Respondents to all three surveys were presented with the following statement and question: “The United Nations is reviewing the strategic, legal and moral implications of lethal autonomous weapons systems. These weapons systems would be capable of independently selecting targets and attacking those targets without human intervention. They are thus different than current day "drones" where humans select and attack targets. How do you feel about the use of such lethal autonomous weapons systems in war?”
In the most recent survey, opponents to fully autonomous weapons outnumber supporters in all, but one of the 28 countries covered in the latest survey.
- Geographically, opposition is strongest in Sweden (76%), Turkey (73%), and Hungary (70%). The only country showing majority support is India (56%), as was the case in 2018. Countries showing the largest proportions of respondents unsure of their opinion are France (30%), Japan (29%), and the Netherlands (26%).
- Globally, opposition prevails among for both women (63%) and men (60%), but support is higher among men (26%) than it is among women (17%) while women (20%) are more likely to be unsure than men (14%).
- Across age groups, opposition to killer robots increases steadily with age from an all-country average of 54% for those under age 35 to 69% among those aged 50-74.

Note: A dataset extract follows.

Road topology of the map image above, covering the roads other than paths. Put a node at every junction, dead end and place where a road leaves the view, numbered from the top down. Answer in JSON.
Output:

Moral concerns are the #1 reason for opposing the use of lethal autonomous weapons. Among those who oppose them:
- 66% say that these systems cross a moral line as machines should not be allowed to kill;
- 53% say they are concerned these weapons would be “unaccountable”;
- 42% worry that killer robots would be subject to technical failures; and
- 24% say they’d be illegal.
About the Study
These are the results of a 28-market survey conducted by Ipsos on its Global Advisor online platform. Ipsos interviewed a total of 20,505 adults under the age of 75, including 19,505 adults in 26 markets between November 20 and December 4, 2020, and 500 each in Israel and Colombia between December 23, 2020 and January 8, 2021.
Those surveyed were aged 18-74 in the United States, Canada, Israel, South Africa, and Turkey, and 16-74 in the other 23 countries.

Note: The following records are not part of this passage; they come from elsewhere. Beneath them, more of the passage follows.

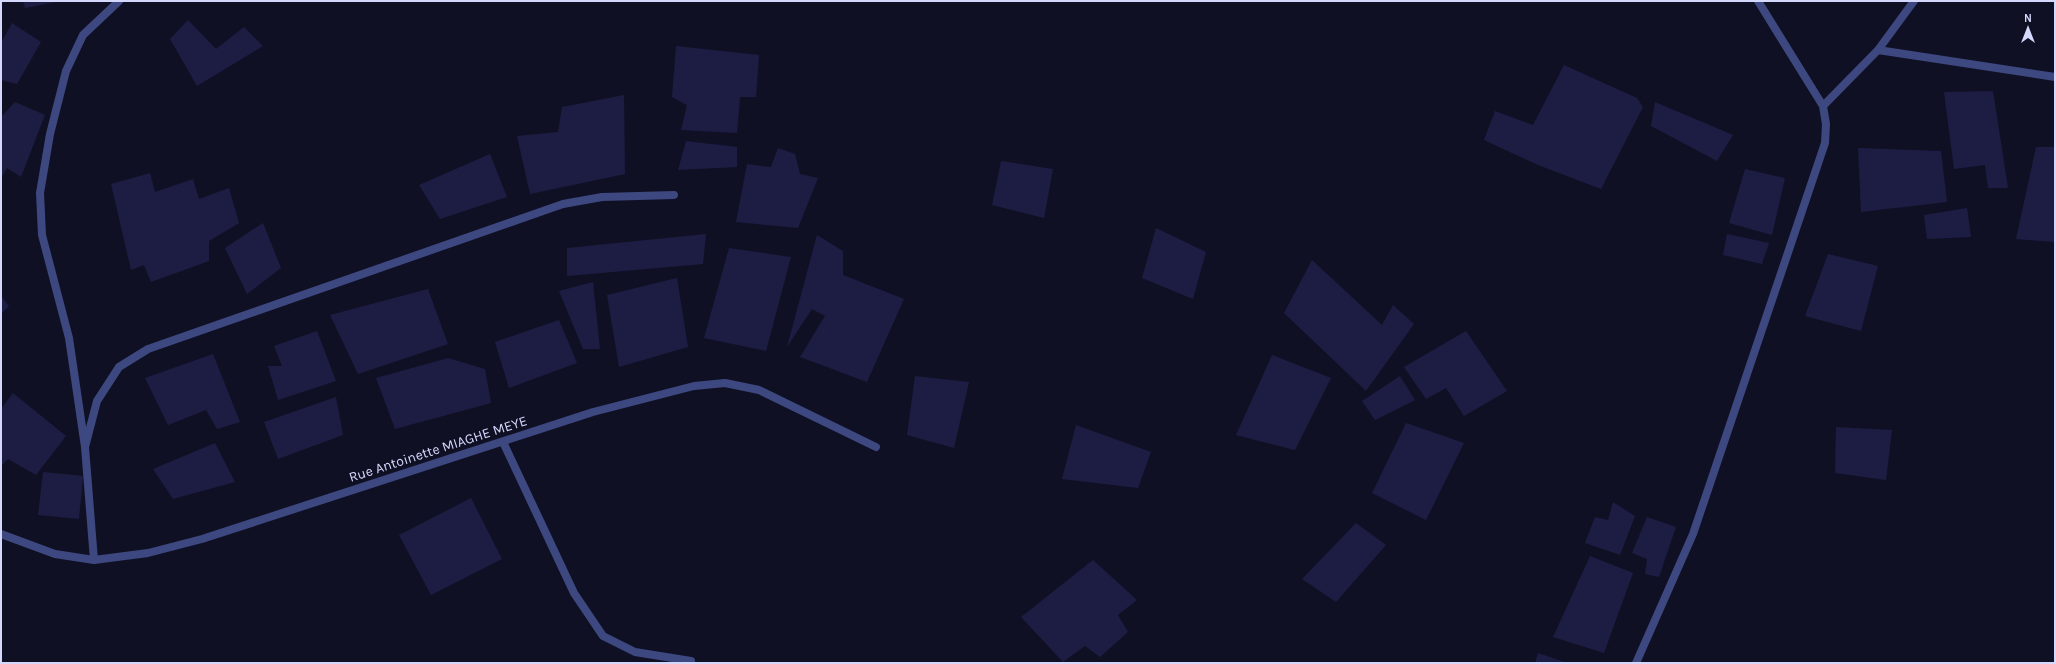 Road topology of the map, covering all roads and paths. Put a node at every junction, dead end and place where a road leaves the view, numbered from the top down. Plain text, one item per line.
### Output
1 (119, 1) edge
2 (1758, 1) edge
3 (1914, 1) edge
4 (1878, 50) junction
5 (2055, 77) edge
6 (1823, 106) junction
7 (674, 195) dead end
8 (503, 442) junction
9 (85, 447) junction
10 (876, 447) dead end
11 (1, 534) edge
12 (94, 560) junction
13 (691, 661) dead end
14 (1636, 663) edge

1 - 9 street
2 - 6 street
3 - 4 street
4 - 5 street
4 - 6 street
6 - 14 street
7 - 9 street
8 - 10 street, Rue Antoinette MIAGHE MEYE
8 - 12 street, Rue Antoinette MIAGHE MEYE
8 - 13 street
9 - 12 street
11 - 12 street, Rue Antoinette MIAGHE MEYE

The sample consists of approximately 1,000 individuals in each of Australia, Belgium, Brazil, Canada, mainland China, France, Germany, Great Britain, Italy, Japan, Spain, and the U.S., and 500 individuals in each of Argentina, Hungary, India, Israel, Mexico, the Netherlands, Norway, Peru, Poland, Russia, Saudi Arabia, South Africa, South Korea, Sweden, Switzerland, and Turkey.
The samples in Argentina, Australia, Belgium, Canada, France, Germany, Great Britain, Hungary, Italy, Japan, the Netherlands, Norway, Poland, South Korea, Spain, Sweden, Switzerland, and the U.S. can be taken as representative of their general adult population under the age of 75.
The samples in Brazil, mainland China, India, Israel, Mexico, Peru, Russia, Saudi Arabia, South Africa, and Turkey are more urban, more educated, and/or more affluent than the general population. The survey results for these countries should be viewed as reflecting the views of the more “connected” segment of their population.
The data is weighted so that each country’s sample composition best reflects the demographic profile of the adult population according to the most recent census data.
Where results do not sum to 100 or the ‘difference’ appears to be +/-1 more/less than the actual, this may be due to rounding, multiple responses, or the exclusion of “don't know” or not stated responses.
The precision of Ipsos online polls is calculated using a credibility interval with a poll of 1,000 accurate to +/- 3.5 percentage points and of 500 accurate to +/- 5.0 percentage points. For more information on Ipsos' use of credibility intervals, please visit the Ipsos website.
The publication of these findings abides by local rules and regulations.